What is required =
Word for word, restate every record.

** Opening Source information block **

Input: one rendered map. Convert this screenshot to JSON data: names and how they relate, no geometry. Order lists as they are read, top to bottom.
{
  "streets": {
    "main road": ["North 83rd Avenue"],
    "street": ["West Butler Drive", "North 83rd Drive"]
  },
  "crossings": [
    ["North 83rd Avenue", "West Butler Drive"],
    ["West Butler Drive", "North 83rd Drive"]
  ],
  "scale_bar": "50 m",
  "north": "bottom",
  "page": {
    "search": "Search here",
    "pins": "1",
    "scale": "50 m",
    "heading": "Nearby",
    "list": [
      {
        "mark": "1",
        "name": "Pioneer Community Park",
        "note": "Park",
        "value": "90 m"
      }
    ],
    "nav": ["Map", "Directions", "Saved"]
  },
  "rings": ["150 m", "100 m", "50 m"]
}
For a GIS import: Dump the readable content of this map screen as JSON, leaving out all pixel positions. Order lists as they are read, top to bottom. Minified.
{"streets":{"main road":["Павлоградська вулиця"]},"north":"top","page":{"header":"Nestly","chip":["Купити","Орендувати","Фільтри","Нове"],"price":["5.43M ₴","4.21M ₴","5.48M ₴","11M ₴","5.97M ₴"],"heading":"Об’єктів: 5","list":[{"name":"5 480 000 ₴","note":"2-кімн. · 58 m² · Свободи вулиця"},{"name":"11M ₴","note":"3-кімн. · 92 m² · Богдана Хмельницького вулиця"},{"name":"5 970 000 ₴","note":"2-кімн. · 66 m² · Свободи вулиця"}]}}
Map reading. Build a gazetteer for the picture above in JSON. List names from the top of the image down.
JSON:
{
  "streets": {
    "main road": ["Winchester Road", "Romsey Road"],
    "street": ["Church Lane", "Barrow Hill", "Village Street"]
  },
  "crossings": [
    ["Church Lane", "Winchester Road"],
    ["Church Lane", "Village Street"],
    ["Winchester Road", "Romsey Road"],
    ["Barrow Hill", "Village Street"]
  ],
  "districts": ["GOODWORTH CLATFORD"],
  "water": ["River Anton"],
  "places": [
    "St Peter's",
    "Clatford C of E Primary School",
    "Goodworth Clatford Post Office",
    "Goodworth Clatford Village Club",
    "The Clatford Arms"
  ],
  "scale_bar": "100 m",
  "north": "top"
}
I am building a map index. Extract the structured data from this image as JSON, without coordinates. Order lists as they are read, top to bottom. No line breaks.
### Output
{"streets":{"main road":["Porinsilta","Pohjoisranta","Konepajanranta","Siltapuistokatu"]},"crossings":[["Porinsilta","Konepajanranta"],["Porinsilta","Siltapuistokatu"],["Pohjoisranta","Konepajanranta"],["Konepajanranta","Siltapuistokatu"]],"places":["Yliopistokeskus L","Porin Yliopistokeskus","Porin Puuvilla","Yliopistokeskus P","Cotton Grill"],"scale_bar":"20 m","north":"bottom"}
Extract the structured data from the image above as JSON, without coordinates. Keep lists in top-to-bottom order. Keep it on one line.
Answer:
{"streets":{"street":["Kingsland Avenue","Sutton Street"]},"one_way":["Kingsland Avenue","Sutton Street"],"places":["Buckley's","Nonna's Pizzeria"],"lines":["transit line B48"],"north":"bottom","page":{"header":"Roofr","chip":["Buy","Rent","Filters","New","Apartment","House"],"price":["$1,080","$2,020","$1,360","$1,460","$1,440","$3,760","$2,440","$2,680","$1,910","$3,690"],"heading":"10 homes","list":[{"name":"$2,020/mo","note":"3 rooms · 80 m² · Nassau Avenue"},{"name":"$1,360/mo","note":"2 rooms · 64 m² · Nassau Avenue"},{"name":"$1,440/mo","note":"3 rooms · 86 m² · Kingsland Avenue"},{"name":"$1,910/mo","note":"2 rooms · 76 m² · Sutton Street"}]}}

** Closing Source information block **

Expected answer =
Input: one rendered map. Convert this screenshot to JSON data: names and how they relate, no geometry. Order lists as they are read, top to bottom.
{
  "streets": {
    "main road": ["North 83rd Avenue"],
    "street": ["West Butler Drive", "North 83rd Drive"]
  },
  "crossings": [
    ["North 83rd Avenue", "West Butler Drive"],
    ["West Butler Drive", "North 83rd Drive"]
  ],
  "scale_bar": "50 m",
  "north": "bottom",
  "page": {
    "search": "Search here",
    "pins": "1",
    "scale": "50 m",
    "heading": "Nearby",
    "list": [
      {
        "mark": "1",
        "name": "Pioneer Community Park",
        "note": "Park",
        "value": "90 m"
      }
    ],
    "nav": ["Map", "Directions", "Saved"]
  },
  "rings": ["150 m", "100 m", "50 m"]
}
For a GIS import: Dump the readable content of this map screen as JSON, leaving out all pixel positions. Order lists as they are read, top to bottom. Minified.
{"streets":{"main road":["Павлоградська вулиця"]},"north":"top","page":{"header":"Nestly","chip":["Купити","Орендувати","Фільтри","Нове"],"price":["5.43M ₴","4.21M ₴","5.48M ₴","11M ₴","5.97M ₴"],"heading":"Об’єктів: 5","list":[{"name":"5 480 000 ₴","note":"2-кімн. · 58 m² · Свободи вулиця"},{"name":"11M ₴","note":"3-кімн. · 92 m² · Богдана Хмельницького вулиця"},{"name":"5 970 000 ₴","note":"2-кімн. · 66 m² · Свободи вулиця"}]}}
Map reading. Build a gazetteer for the picture above in JSON. List names from the top of the image down.
JSON:
{
  "streets": {
    "main road": ["Winchester Road", "Romsey Road"],
    "street": ["Church Lane", "Barrow Hill", "Village Street"]
  },
  "crossings": [
    ["Church Lane", "Winchester Road"],
    ["Church Lane", "Village Street"],
    ["Winchester Road", "Romsey Road"],
    ["Barrow Hill", "Village Street"]
  ],
  "districts": ["GOODWORTH CLATFORD"],
  "water": ["River Anton"],
  "places": [
    "St Peter's",
    "Clatford C of E Primary School",
    "Goodworth Clatford Post Office",
    "Goodworth Clatford Village Club",
    "The Clatford Arms"
  ],
  "scale_bar": "100 m",
  "north": "top"
}
I am building a map index. Extract the structured data from this image as JSON, without coordinates. Order lists as they are read, top to bottom. No line breaks.
### Output
{"streets":{"main road":["Porinsilta","Pohjoisranta","Konepajanranta","Siltapuistokatu"]},"crossings":[["Porinsilta","Konepajanranta"],["Porinsilta","Siltapuistokatu"],["Pohjoisranta","Konepajanranta"],["Konepajanranta","Siltapuistokatu"]],"places":["Yliopistokeskus L","Porin Yliopistokeskus","Porin Puuvilla","Yliopistokeskus P","Cotton Grill"],"scale_bar":"20 m","north":"bottom"}
Extract the structured data from the image above as JSON, without coordinates. Keep lists in top-to-bottom order. Keep it on one line.
Answer:
{"streets":{"street":["Kingsland Avenue","Sutton Street"]},"one_way":["Kingsland Avenue","Sutton Street"],"places":["Buckley's","Nonna's Pizzeria"],"lines":["transit line B48"],"north":"bottom","page":{"header":"Roofr","chip":["Buy","Rent","Filters","New","Apartment","House"],"price":["$1,080","$2,020","$1,360","$1,460","$1,440","$3,760","$2,440","$2,680","$1,910","$3,690"],"heading":"10 homes","list":[{"name":"$2,020/mo","note":"3 rooms · 80 m² · Nassau Avenue"},{"name":"$1,360/mo","note":"2 rooms · 64 m² · Nassau Avenue"},{"name":"$1,440/mo","note":"3 rooms · 86 m² · Kingsland Avenue"},{"name":"$1,910/mo","note":"2 rooms · 76 m² · Sutton Street"}]}}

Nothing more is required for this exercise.